**** Source information
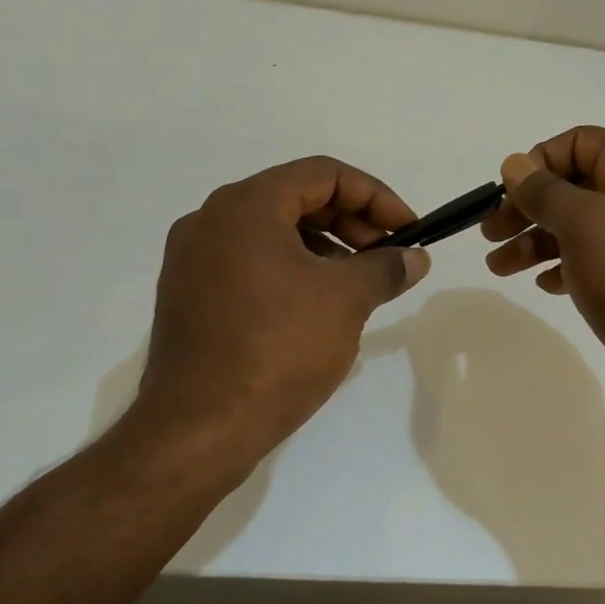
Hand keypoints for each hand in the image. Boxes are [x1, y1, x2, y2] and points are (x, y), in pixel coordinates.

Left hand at [132, 157, 430, 477]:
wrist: (198, 429)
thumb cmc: (278, 348)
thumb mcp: (346, 300)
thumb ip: (386, 267)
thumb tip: (415, 257)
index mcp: (246, 205)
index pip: (324, 174)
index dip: (376, 197)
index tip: (408, 231)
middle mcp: (212, 220)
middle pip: (296, 198)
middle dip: (352, 223)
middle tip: (388, 257)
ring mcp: (194, 260)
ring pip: (273, 232)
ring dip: (325, 248)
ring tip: (359, 284)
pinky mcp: (190, 296)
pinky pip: (251, 263)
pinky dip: (292, 270)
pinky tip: (319, 305)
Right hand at [481, 126, 604, 410]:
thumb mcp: (582, 224)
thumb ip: (545, 190)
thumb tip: (515, 163)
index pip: (581, 142)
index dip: (539, 160)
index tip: (508, 193)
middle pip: (576, 186)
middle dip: (529, 206)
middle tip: (490, 234)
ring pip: (582, 227)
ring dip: (537, 240)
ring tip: (499, 267)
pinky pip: (598, 260)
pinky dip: (566, 266)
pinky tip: (546, 286)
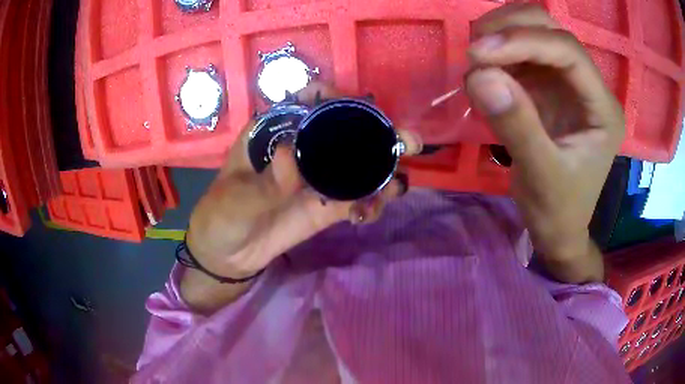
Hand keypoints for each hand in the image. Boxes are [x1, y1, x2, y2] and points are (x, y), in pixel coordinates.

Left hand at [185, 82, 419, 282]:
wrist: (227, 255)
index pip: (308, 102)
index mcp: (275, 133)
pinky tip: (373, 211)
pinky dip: (373, 202)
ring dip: (385, 169)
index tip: (356, 106)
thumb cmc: (221, 216)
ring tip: (398, 183)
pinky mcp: (327, 206)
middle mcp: (303, 148)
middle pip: (345, 130)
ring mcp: (318, 178)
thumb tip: (292, 155)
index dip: (333, 97)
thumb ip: (265, 181)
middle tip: (406, 141)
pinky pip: (356, 198)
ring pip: (359, 164)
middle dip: (377, 132)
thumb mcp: (235, 198)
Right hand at [466, 5, 624, 281]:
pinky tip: (485, 70)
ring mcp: (568, 82)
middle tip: (475, 50)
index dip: (524, 41)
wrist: (558, 227)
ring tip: (477, 60)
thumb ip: (516, 126)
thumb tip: (478, 75)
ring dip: (501, 35)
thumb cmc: (557, 210)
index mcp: (602, 108)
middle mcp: (589, 85)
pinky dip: (499, 53)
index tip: (478, 53)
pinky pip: (521, 52)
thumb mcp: (540, 176)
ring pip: (535, 31)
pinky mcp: (549, 86)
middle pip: (551, 29)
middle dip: (511, 28)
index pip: (568, 52)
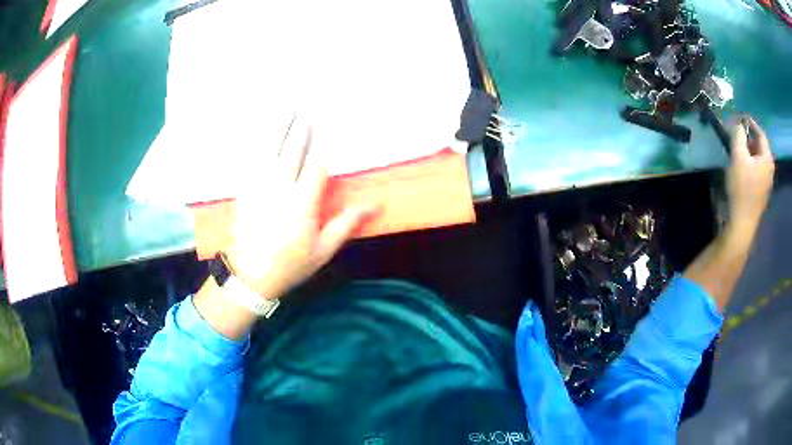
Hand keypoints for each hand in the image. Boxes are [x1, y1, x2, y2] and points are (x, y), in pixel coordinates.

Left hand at [225, 114, 375, 299]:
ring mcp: (259, 188)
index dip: (323, 145)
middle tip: (306, 109)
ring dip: (280, 129)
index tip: (328, 127)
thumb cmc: (291, 264)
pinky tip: (261, 133)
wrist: (251, 276)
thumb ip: (346, 223)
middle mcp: (280, 190)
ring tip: (286, 110)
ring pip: (270, 151)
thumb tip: (373, 204)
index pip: (316, 165)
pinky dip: (259, 145)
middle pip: (292, 151)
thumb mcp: (323, 249)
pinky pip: (252, 162)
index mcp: (303, 203)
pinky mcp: (245, 192)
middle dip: (300, 129)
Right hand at [726, 117, 774, 236]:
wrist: (742, 222)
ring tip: (739, 150)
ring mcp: (767, 183)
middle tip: (738, 134)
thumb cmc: (742, 187)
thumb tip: (739, 125)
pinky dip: (751, 164)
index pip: (761, 134)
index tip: (741, 117)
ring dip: (750, 152)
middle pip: (761, 147)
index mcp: (767, 159)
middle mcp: (770, 170)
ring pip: (759, 160)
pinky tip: (743, 167)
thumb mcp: (738, 155)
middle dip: (750, 138)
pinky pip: (758, 171)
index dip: (751, 123)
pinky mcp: (762, 193)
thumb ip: (739, 135)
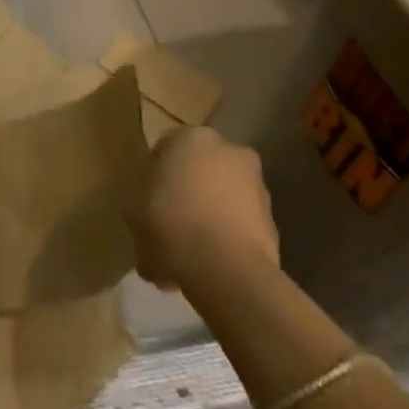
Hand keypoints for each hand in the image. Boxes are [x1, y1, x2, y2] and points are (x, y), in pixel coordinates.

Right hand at [132, 126, 278, 289]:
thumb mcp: (135, 212)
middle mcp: (229, 151)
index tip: (146, 199)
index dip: (154, 175)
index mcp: (191, 138)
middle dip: (187, 192)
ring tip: (188, 252)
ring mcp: (257, 185)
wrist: (227, 270)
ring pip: (222, 196)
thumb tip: (149, 214)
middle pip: (200, 170)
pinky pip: (240, 223)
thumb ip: (142, 204)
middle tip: (167, 221)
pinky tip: (209, 265)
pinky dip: (227, 237)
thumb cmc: (171, 225)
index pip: (166, 147)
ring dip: (208, 215)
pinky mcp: (273, 221)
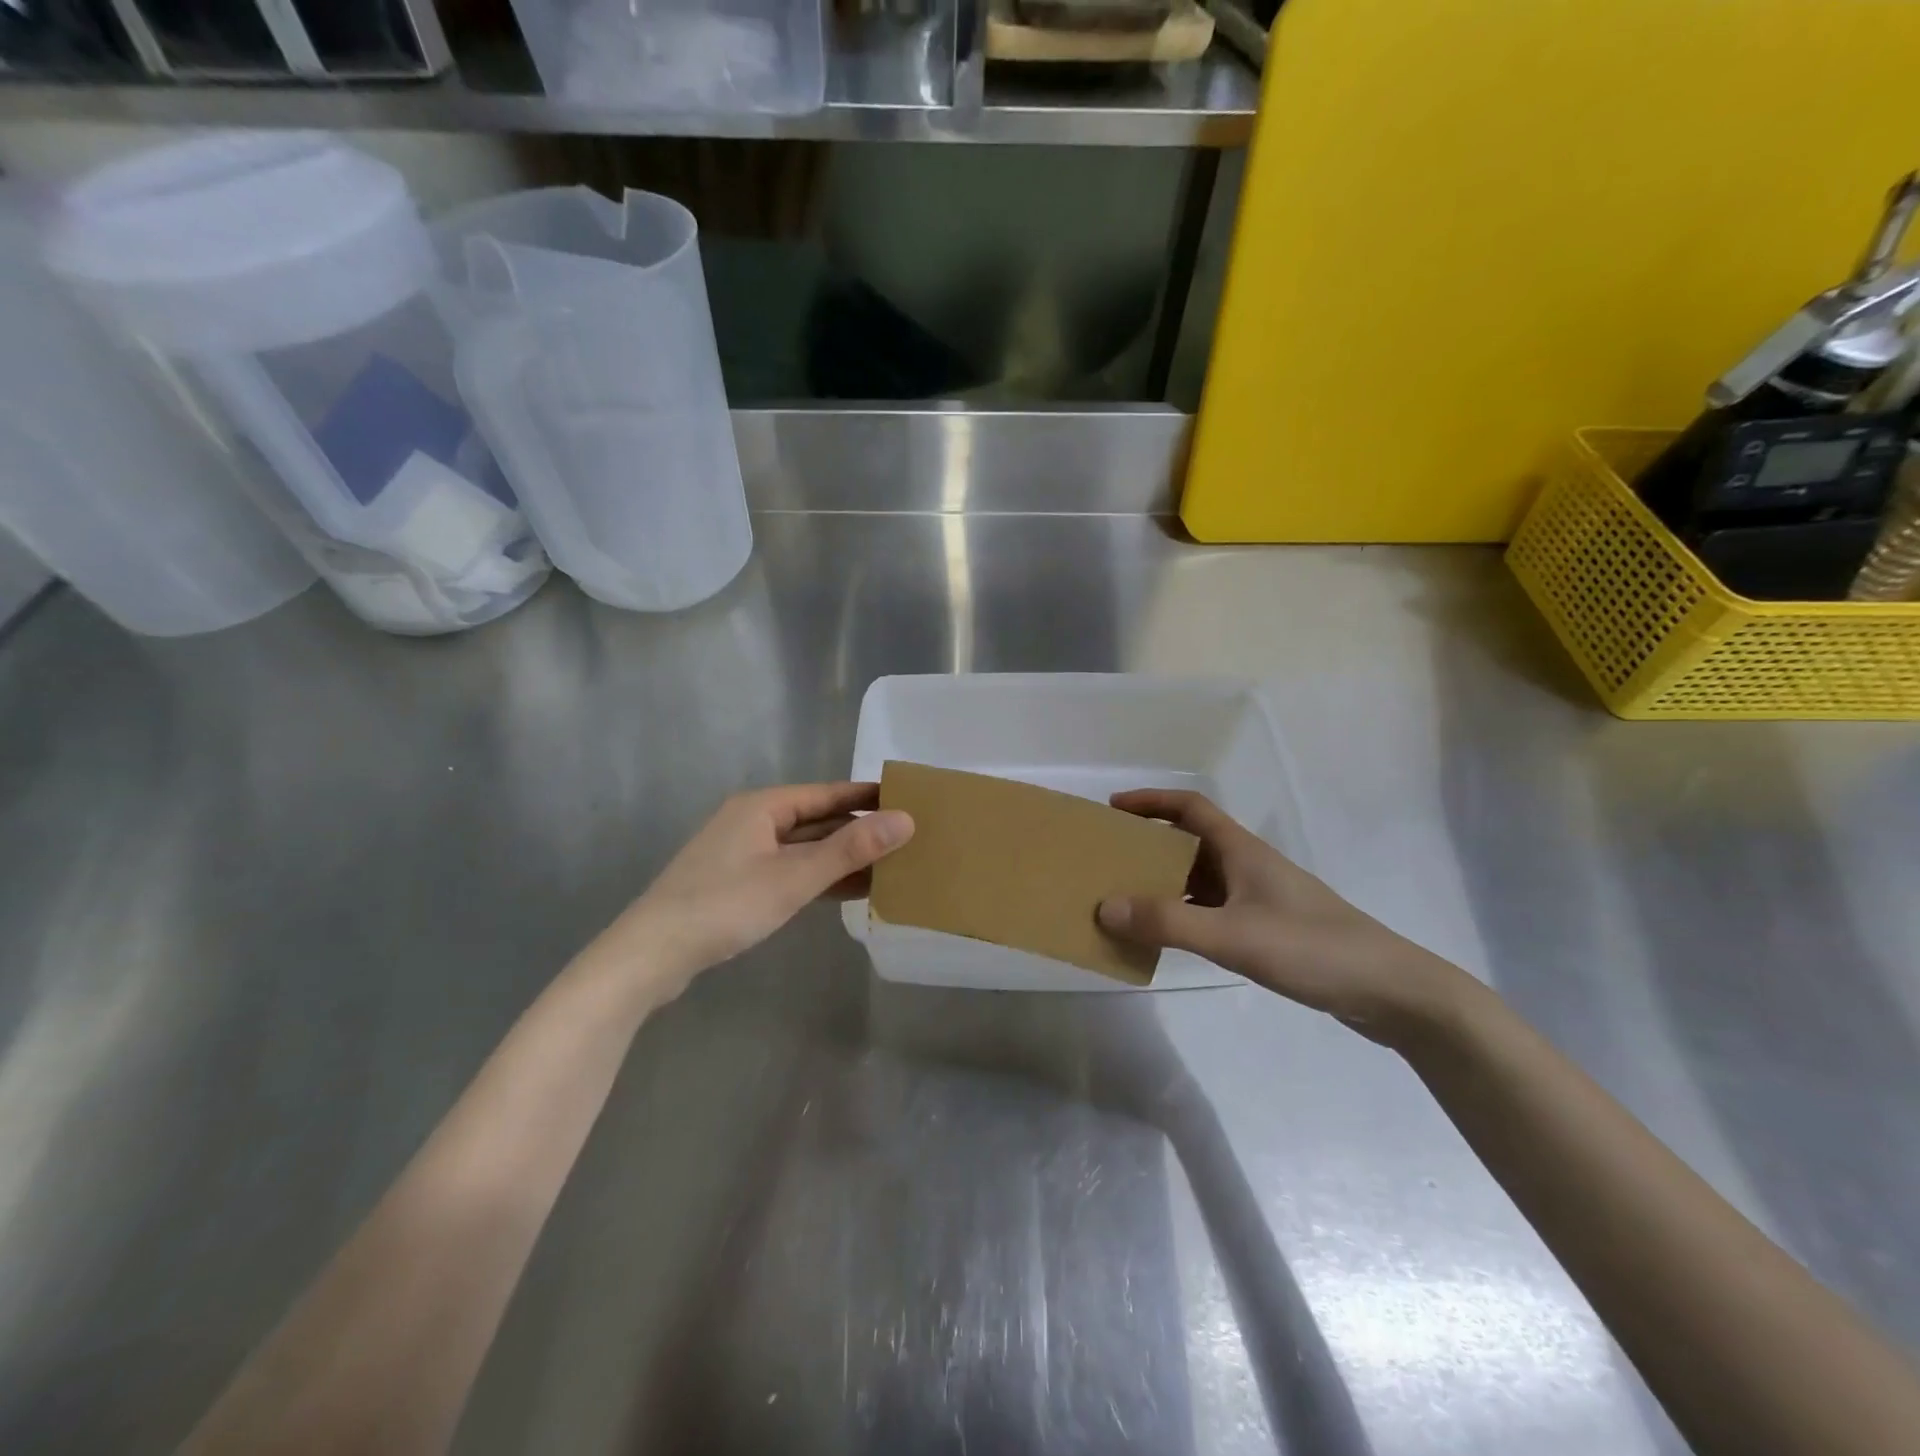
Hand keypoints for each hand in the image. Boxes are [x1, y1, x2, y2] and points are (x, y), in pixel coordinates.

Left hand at [591, 783, 913, 1004]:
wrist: (651, 954)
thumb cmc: (725, 905)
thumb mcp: (794, 876)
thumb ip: (850, 849)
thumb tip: (906, 820)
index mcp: (763, 806)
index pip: (827, 793)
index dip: (867, 796)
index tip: (908, 799)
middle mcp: (753, 821)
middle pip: (816, 819)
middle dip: (859, 829)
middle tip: (907, 836)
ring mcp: (743, 853)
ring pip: (804, 848)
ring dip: (842, 857)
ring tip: (890, 865)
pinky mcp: (738, 884)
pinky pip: (791, 870)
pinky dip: (820, 878)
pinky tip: (850, 890)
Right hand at [1096, 790, 1472, 1044]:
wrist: (1390, 991)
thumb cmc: (1312, 948)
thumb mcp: (1233, 935)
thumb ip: (1167, 922)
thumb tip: (1104, 906)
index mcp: (1242, 851)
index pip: (1190, 807)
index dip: (1150, 801)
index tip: (1112, 808)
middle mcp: (1247, 866)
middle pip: (1189, 842)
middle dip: (1147, 845)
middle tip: (1108, 860)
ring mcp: (1259, 899)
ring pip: (1199, 880)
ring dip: (1162, 884)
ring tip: (1124, 900)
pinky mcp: (1267, 929)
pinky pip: (1210, 911)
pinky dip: (1182, 916)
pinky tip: (1166, 938)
********
About this exercise - How many lines in the records contain the word "Left"? Answer with the number alone.

Output below - 4